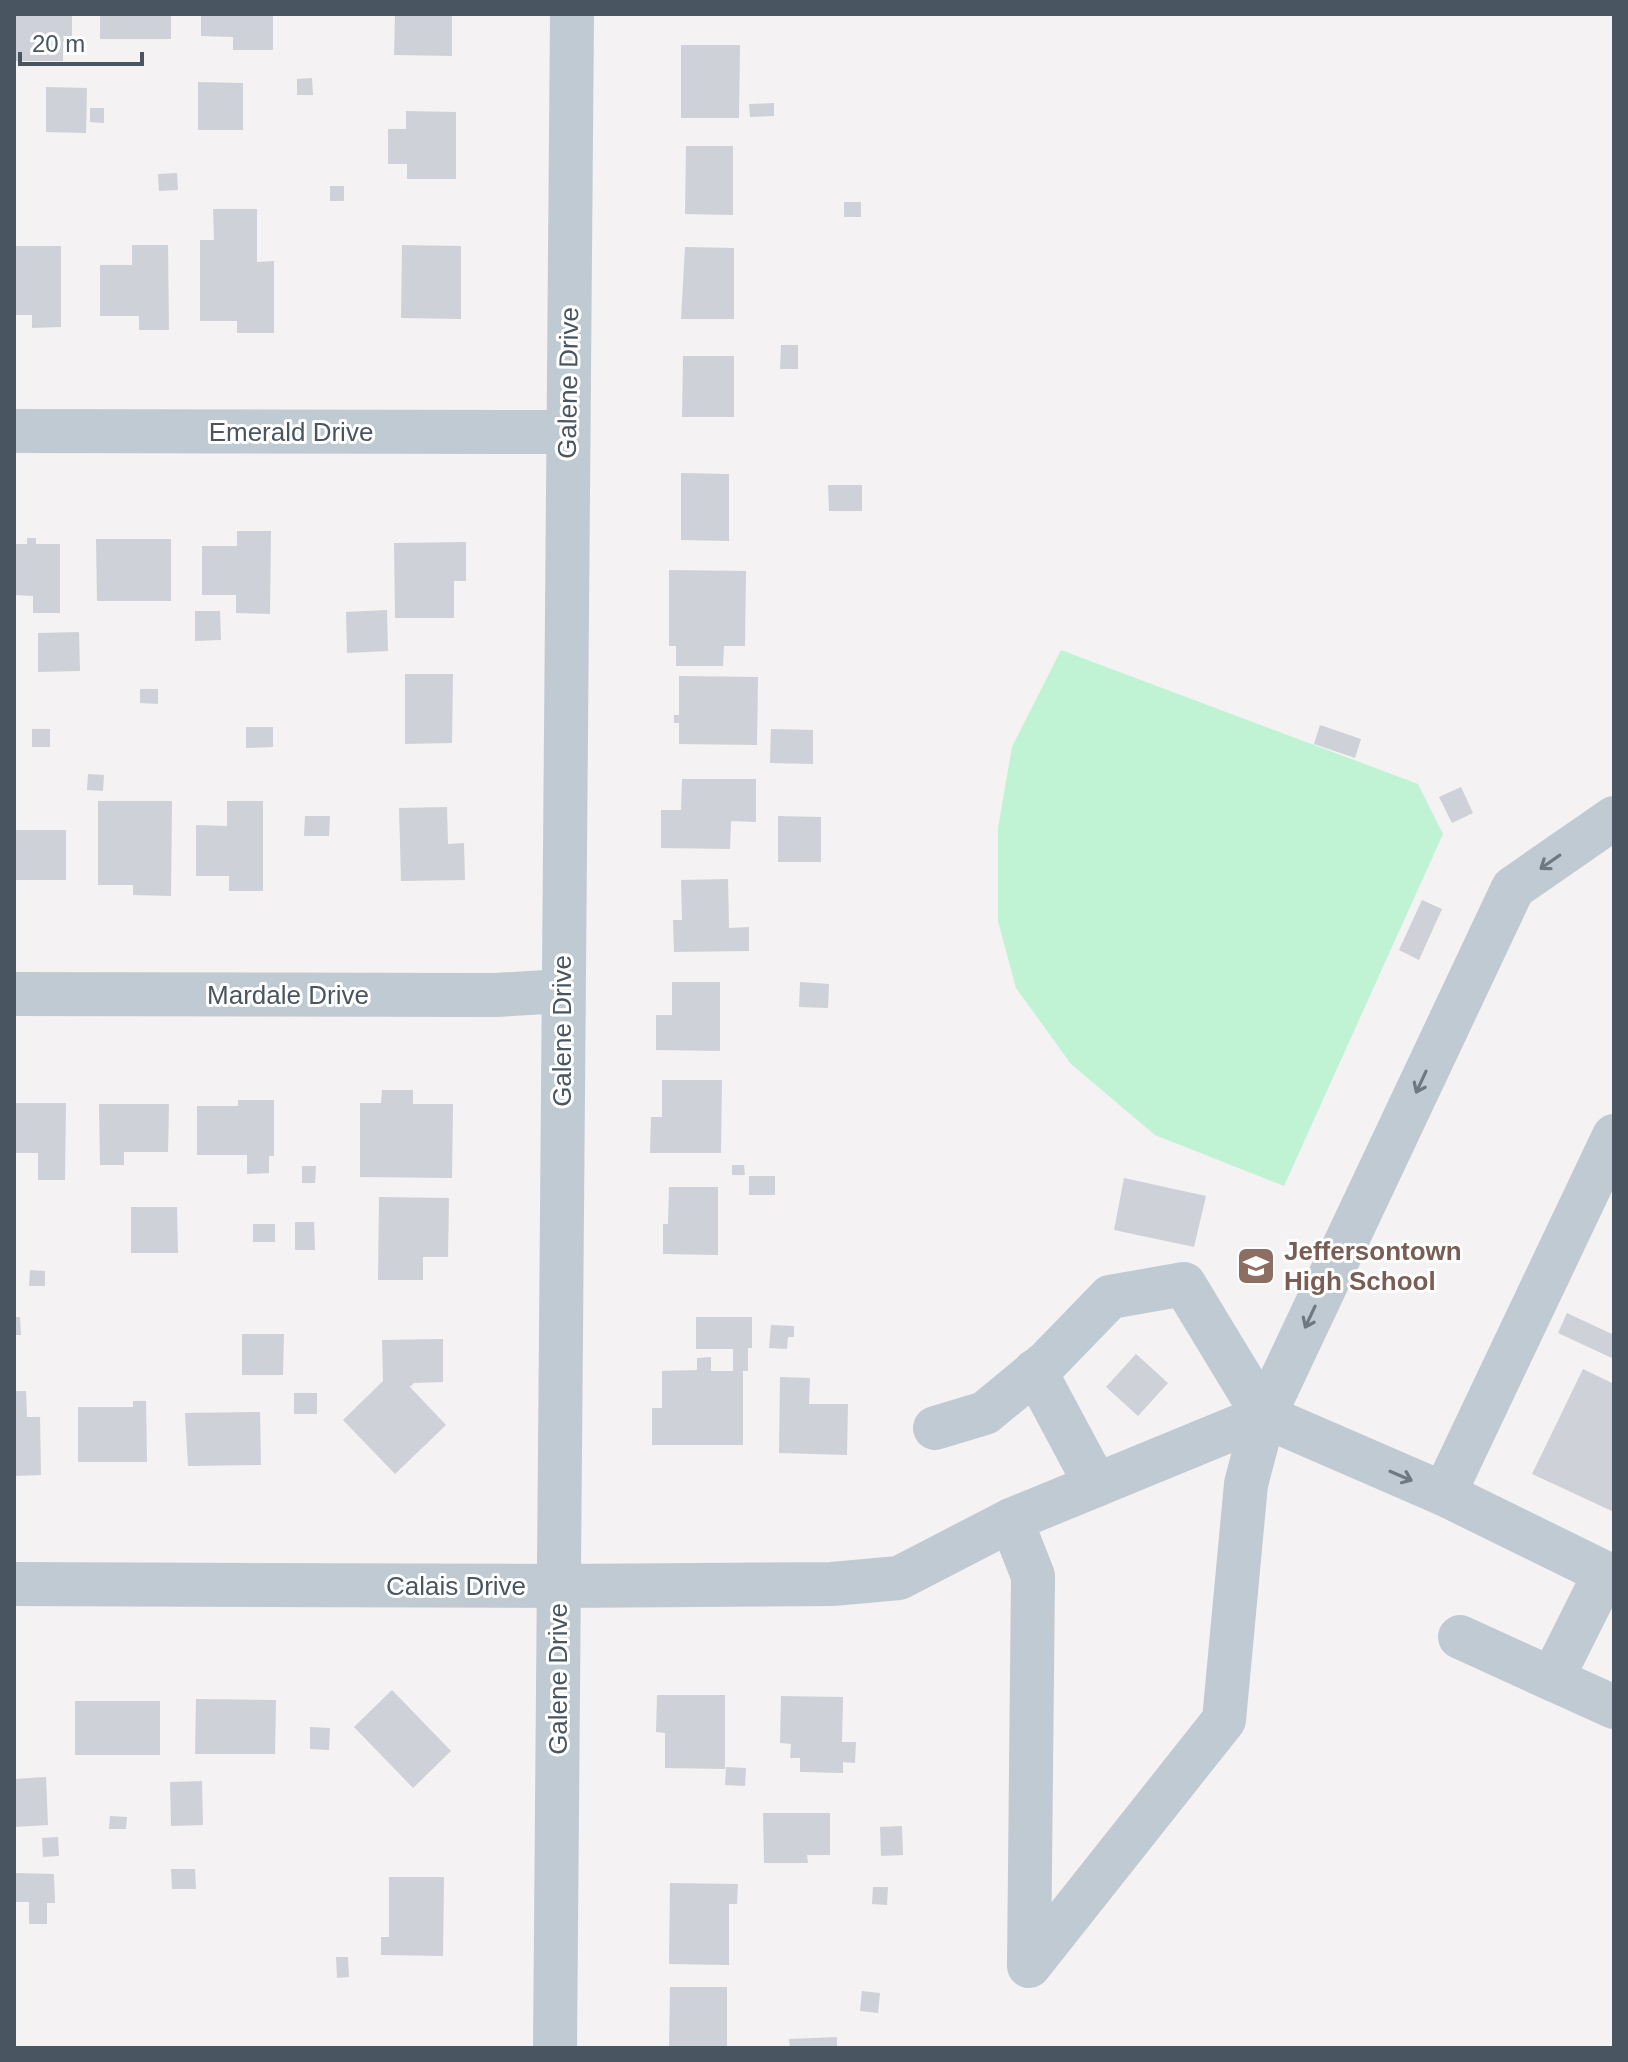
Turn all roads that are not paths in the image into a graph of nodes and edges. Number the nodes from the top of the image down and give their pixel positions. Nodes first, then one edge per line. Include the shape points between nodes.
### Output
1 (572, 14) edge
2 (14, 431) edge
3 (567, 432) junction
4 (1614, 818) edge
5 (563, 991) junction
6 (14, 994) edge
7 (1614, 1136) edge
8 (1035, 1371) junction
9 (1264, 1416) junction
10 (935, 1428) dead end
11 (1096, 1485) junction
12 (1444, 1494) junction
13 (1011, 1520) junction
14 (14, 1584) edge
15 (559, 1586) junction
16 (1460, 1637) dead end
17 (1552, 1679) junction
18 (1614, 1707) edge
19 (555, 2048) edge

1 - 3 street, Galene Drive
2 - 3 street, Emerald Drive
3 - 5 street, Galene Drive
4 -> 9 street via 1513,888
5 - 6 street, Mardale Drive
5 - 15 street, Galene Drive
7 - 12 street
8 - 9 street via 1110,1297 1184,1284
8 - 10 street via 985,1413
8 - 11 street
9 - 11 street
9 -> 12 street
9 - 13 street via 1246,1484 1224,1720 1029,1966 1033,1576
11 - 13 street
12 - 17 street via 1605,1573
13 - 15 street, Calais Drive via 899,1578 832,1584
14 - 15 street, Calais Drive
15 - 19 street, Galene Drive
16 - 17 street
17 - 18 street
------------
*REQUIRED ACTION*: The records above must be output exactly, except for their pictures.

*SOLUTION BELOW*:
Turn all roads that are not paths in the image into a graph of nodes and edges. Number the nodes from the top of the image down and give their pixel positions. Nodes first, then one edge per line. Include the shape points between nodes.
### Output
1 (572, 14) edge
2 (14, 431) edge
3 (567, 432) junction
4 (1614, 818) edge
5 (563, 991) junction
6 (14, 994) edge
7 (1614, 1136) edge
8 (1035, 1371) junction
9 (1264, 1416) junction
10 (935, 1428) dead end
11 (1096, 1485) junction
12 (1444, 1494) junction
13 (1011, 1520) junction
14 (14, 1584) edge
15 (559, 1586) junction
16 (1460, 1637) dead end
17 (1552, 1679) junction
18 (1614, 1707) edge
19 (555, 2048) edge

1 - 3 street, Galene Drive
2 - 3 street, Emerald Drive
3 - 5 street, Galene Drive
4 -> 9 street via 1513,888
5 - 6 street, Mardale Drive
5 - 15 street, Galene Drive
7 - 12 street
8 - 9 street via 1110,1297 1184,1284
8 - 10 street via 985,1413
8 - 11 street
9 - 11 street
9 -> 12 street
9 - 13 street via 1246,1484 1224,1720 1029,1966 1033,1576
11 - 13 street
12 - 17 street via 1605,1573
13 - 15 street, Calais Drive via 899,1578 832,1584
14 - 15 street, Calais Drive
15 - 19 street, Galene Drive
16 - 17 street
17 - 18 street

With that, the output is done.